Since iPods and iPhones have SSDs is there any type of TRIM support for them? They need it more than computer hard drives because they are so small.

Who knows the answer to this one?

Who freakin' cares???

Seriously, what does it matter? Will your experience with your iDevice monumentally change because it has or doesn't have TRIM support?
post #24 of 26
Quote:
Originally Posted by NeilM View Post

If you're looking at the Seagate Momentus I suggest you read the customer reviews at Newegg.com first. Between the DOA units, the early life failures, the noise issues and the ineffective firmware fixes you'll soon lose interest. At least I did.

Too bad, since it's an interesting concept, but Seagate has failed miserably to execute.

I was looking at this one:
http://www.newegg.com/Product/Produc...-591-_-Product

It's got 4 stars and most of the comments speak very positively about it. It seems about as good as any of the other Seagate drives.
post #25 of 26
Quote:
Originally Posted by NeilM View Post

Do some research online (e.g. at Anandtech.com). The effectiveness of the Sandforce controller's internal garbage collection routine is quite well established. Right now a Sandforce-equipped SSD is the only good third party choice for a Mac in those cases when TRIM can't be enabled.
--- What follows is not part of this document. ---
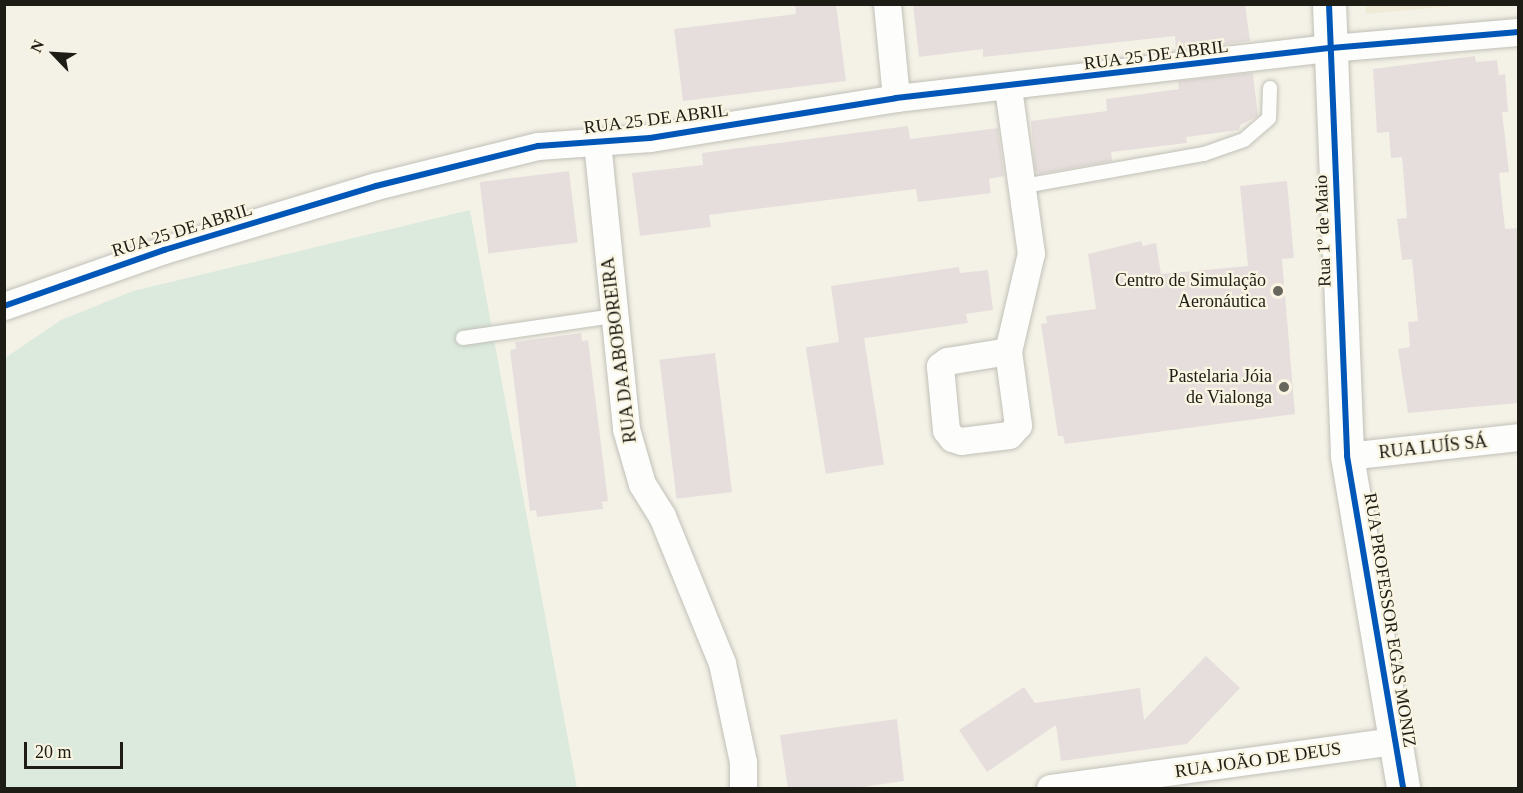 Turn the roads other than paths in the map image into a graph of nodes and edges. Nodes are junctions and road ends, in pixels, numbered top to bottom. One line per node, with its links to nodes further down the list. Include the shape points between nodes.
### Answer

However see also the very interesting link elsewhere in this thread to TRIM Enabler (http://www.groths.org/?p=387). Assuming this worksand I haven't tried ita much wider choice of SSDs is opened up.

Thanks for the advice and info, Neil. I did google sandforce some time ago but unfortunately most of what was out there was technically beyond my comprehension while the rest provided nothing that was helpful. I did try the TRIM enabler based on the info posted earlier and after doing it, the system profiler showed that TRIM was indeed now enabled.
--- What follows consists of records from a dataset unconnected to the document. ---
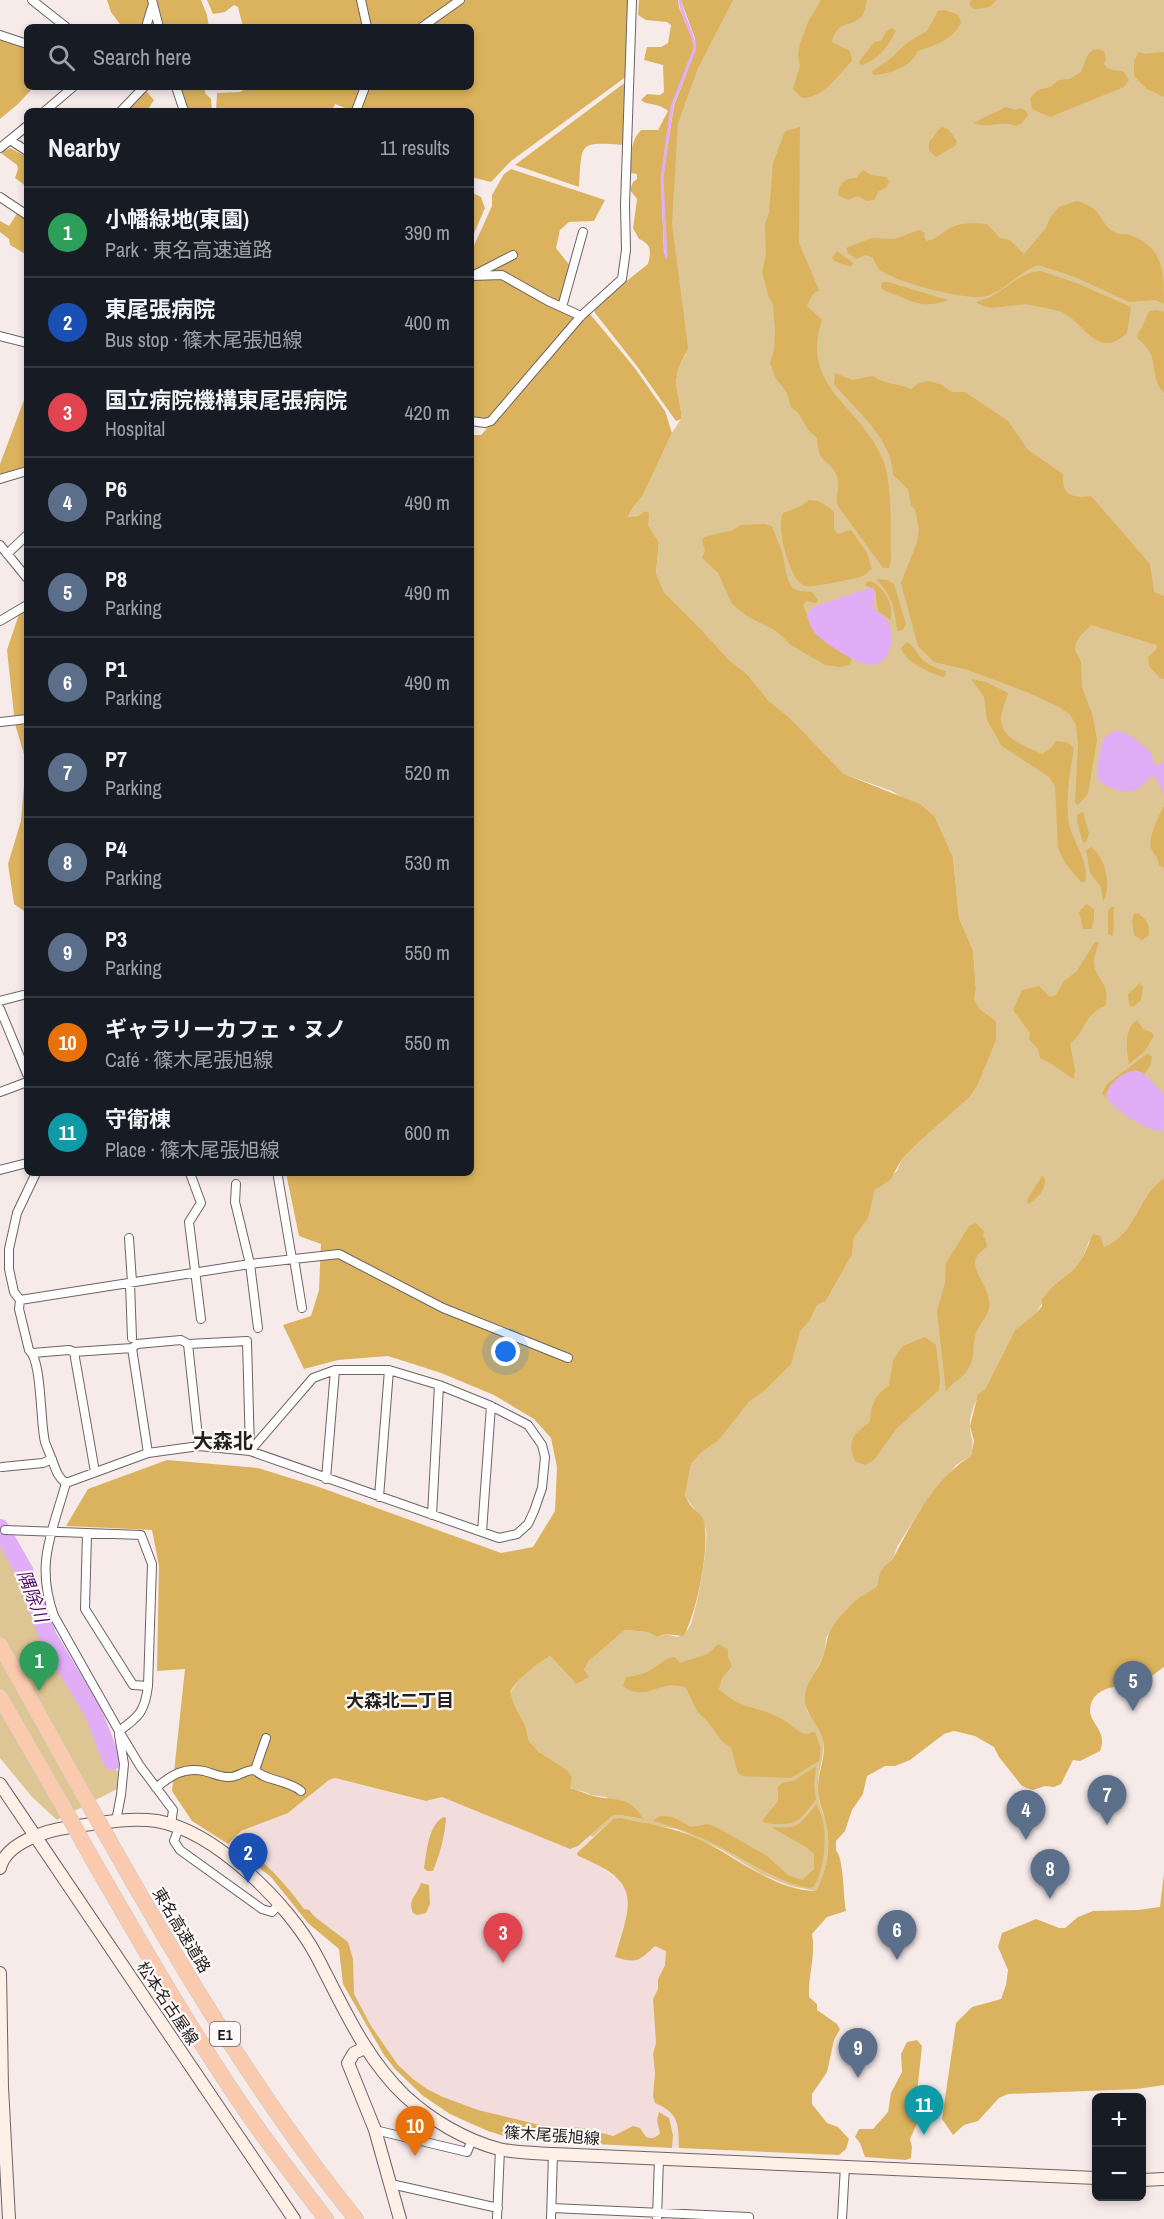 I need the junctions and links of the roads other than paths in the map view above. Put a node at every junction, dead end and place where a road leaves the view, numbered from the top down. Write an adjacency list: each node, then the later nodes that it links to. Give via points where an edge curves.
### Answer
1 (32, 0): 6 (street)
2 (361, 0): 9 (street)
3 (460, 0): 10 (street)
4 (632, 0): 32 (street, via 622,279)
5 (152, 3): 7 (street); 8 (street)
6 (62, 24)
7 (147, 24)
8 (158, 24)
9 (366, 24)
10 (426, 24)
11 (0, 35): 12 (street)
12 (24, 43)
13 (70, 90): 17 (street)
14 (141, 90): 18 (street)
15 (177, 90): 19 (street)
16 (363, 90): 20 (street)
17 (48, 108)
18 (124, 108)
19 (181, 108)
20 (357, 108)
21 (24, 128): 22 (street)
22 (10, 140): 23 (street); 24 (street)
23 (0, 148)
24 (24, 149)
25 (0, 197): 26 (street)
26 (24, 212)
27 (583, 232): 31 (street)
28 (513, 255): 29 (street)
29 (474, 275)
30 (474, 276): 31 (street, via 509,277)
31 (562, 308): 32 (street)
32 (581, 316): 35 (street, via 491,421)
33 (0, 337): 34 (street)
34 (24, 342)
35 (474, 421)
36 (24, 472): 37 (street)
37 (0, 479)
38 (24, 538): 40 (street)
39 (0, 545): 40 (street)
40 (7, 554): 41 (street)
41 (24, 574)
42 (24, 607): 43 (street)
43 (0, 621)
44 (24, 719): 45 (street)
45 (0, 722)
46 (24, 995): 47 (street)
47 (0, 1000)
48 (0, 1010): 49 (street)
49 (24, 1067)
50 (24, 1083): 51 (street)
51 (0, 1092)
52 (24, 1164): 53 (street)
53 (0, 1170)
54 (35, 1176): 63 (street, via 17,1213 9,1249 9,1269)
55 (191, 1176): 61 (street, via 201,1203 189,1222)
56 (278, 1177): 59 (street)
57 (236, 1184): 60 (street, via 235,1202)
58 (129, 1238): 62 (street)
59 (293, 1259): 60 (street); 64 (street); 72 (street, via 339,1254 443,1308)
60 (250, 1264): 61 (street); 66 (street)
61 (197, 1273): 62 (street); 65 (street)
62 (131, 1283): 63 (street); 67 (street)
63 (20, 1300): 71 (street, via 29,1350)
64 (302, 1308)
65 (201, 1319)
66 (258, 1328)
67 (132, 1338)
68 (188, 1344): 69 (street, via 181,1340 137,1344); 77 (street); 78 (street, via 247,1341)
69 (132, 1348): 70 (street); 79 (street)
70 (74, 1352): 71 (street); 82 (street)
71 (33, 1353): 80 (street, via 38,1367 45,1441)
72 (568, 1358)
73 (335, 1370): 74 (street); 78 (street, via 313,1378); 83 (street)
74 (389, 1370): 75 (street); 85 (street)
75 (439, 1385): 76 (street); 86 (street)
76 (491, 1406): 89 (street); 89 (street, via 528,1425 545,1457 542,1488 528,1524 518,1534 499,1538)
77 (199, 1446): 78 (street); 79 (street)
78 (250, 1451): 83 (street)
79 (148, 1453): 82 (street)
80 (52, 1459): 81 (street); 84 (street, via 59,1479)
81 (2, 1467)
82 (95, 1472): 84 (street)
83 (326, 1479): 85 (street)
84 (66, 1483): 88 (street)
85 (379, 1497): 86 (street)
86 (432, 1515): 89 (street)
87 (5, 1530): 88 (street)
88 (52, 1531): 90 (street); 94 (street, via 45,1557 46,1596)
89 (482, 1532)
90 (87, 1533): 92 (street, via 86,1609 132,1685); 92 (street, via 141,1535 152,1564)
91 (0, 1645): 127 (highway, 東名高速道路 / E1, bridge, via 159,1928 250,2073)
92 (148, 1686): 94 (street, via 138,1717)
93 (0, 1697): 126 (highway, E1, bridge, via 159,1973 252,2119)
94 (118, 1731): 98 (street); 100 (street, via 124,1764)
95 (266, 1738): 96 (street)
96 (255, 1770): 98 (street, via 227,1778 202,1770 177,1773); 99 (street)
97 (0, 1784): 102 (main road)
98 (156, 1788): 101 (street, via 174,1810)
99 (301, 1791)
100 (116, 1821): 101 (main road, 篠木尾張旭線, via 139,1820); 102 (main road, 篠木尾張旭線)
101 (175, 1827): 104 (main road, 篠木尾張旭線, via 224,1853); 104 (street, via 174,1841 180,1850 262,1909 272,1912)
102 (36, 1835): 103 (main road, 篠木尾張旭線, via 12,1850); 125 (main road, 松本名古屋線)
103 (0, 1865)
104 (279, 1904): 106 (main road, 篠木尾張旭線, via 315,1953)
105 (0, 1973): 107 (main road)
106 (365, 2048): 108 (main road, via 354,2053 348,2063); 109 (main road, 篠木尾張旭線, via 405,2095 444,2125)
107 (1, 2087): 118 (main road)
108 (375, 2130): 109 (street, via 467,2152); 117 (main road)
109 (472, 2140): 110 (main road, 篠木尾張旭線)
110 (500, 2149): 111 (main road, 篠木尾張旭線); 119 (street)
111 (553, 2154): 112 (main road, 篠木尾張旭線); 120 (street)
112 (659, 2158): 113 (main road, 篠木尾張旭線); 122 (street)
113 (845, 2166): 114 (main road, 篠木尾張旭線); 132 (street)
114 (1092, 2178)
115 (1164, 2179): 116 (main road)
116 (1146, 2180)
117 (390, 2184): 119 (street); 128 (main road)
118 (4, 2206): 124 (main road)
119 (498, 2208): 129 (street)
120 (552, 2208): 121 (street); 130 (street)
121 (605, 2215): 122 (street)
122 (657, 2216): 123 (street)
123 (709, 2217): 131 (street)
124 (9, 2219)
125 (294, 2219)
126 (326, 2219)
127 (356, 2219)
128 (400, 2219)
129 (497, 2219)
130 (551, 2219)
131 (749, 2219)
132 (842, 2219)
One question: Is there some means of seeing what either/both Sandforce and TRIM are doing? In other words, how does a non-technical person like me gain confidence that these are doing something, anything, to keep the SSD well-oiled yet not accelerating its decay? This was part of my earlier google search and turned up nothing.
post #26 of 26
Quote:
Originally Posted by ZachB10 View Post

I use trim enabler with my OWC drive with a Sandforce controller. Going on a few months now with 0 issues, very pleased with the drive and happy with what trim enabler provides. It may vary by drive and by system so I can only speak for my own experience. I re-patched for 10.6.8 so I'll see how that turns out.

So Zach, how exactly does a non-technical consumer like me see these advantages? How can the TRIM/Sandforce functions be measured? (Serious question.)

I just enabled TRIM on my SSD per the instructions posted earlier (using the patcher) and I have no idea if things are getting better or worse or what's going on behind the scenes. I did this just to be sure I don't run into slowdowns or a reduction in live cells (or whatever you call the SSD analog of HDD blocks).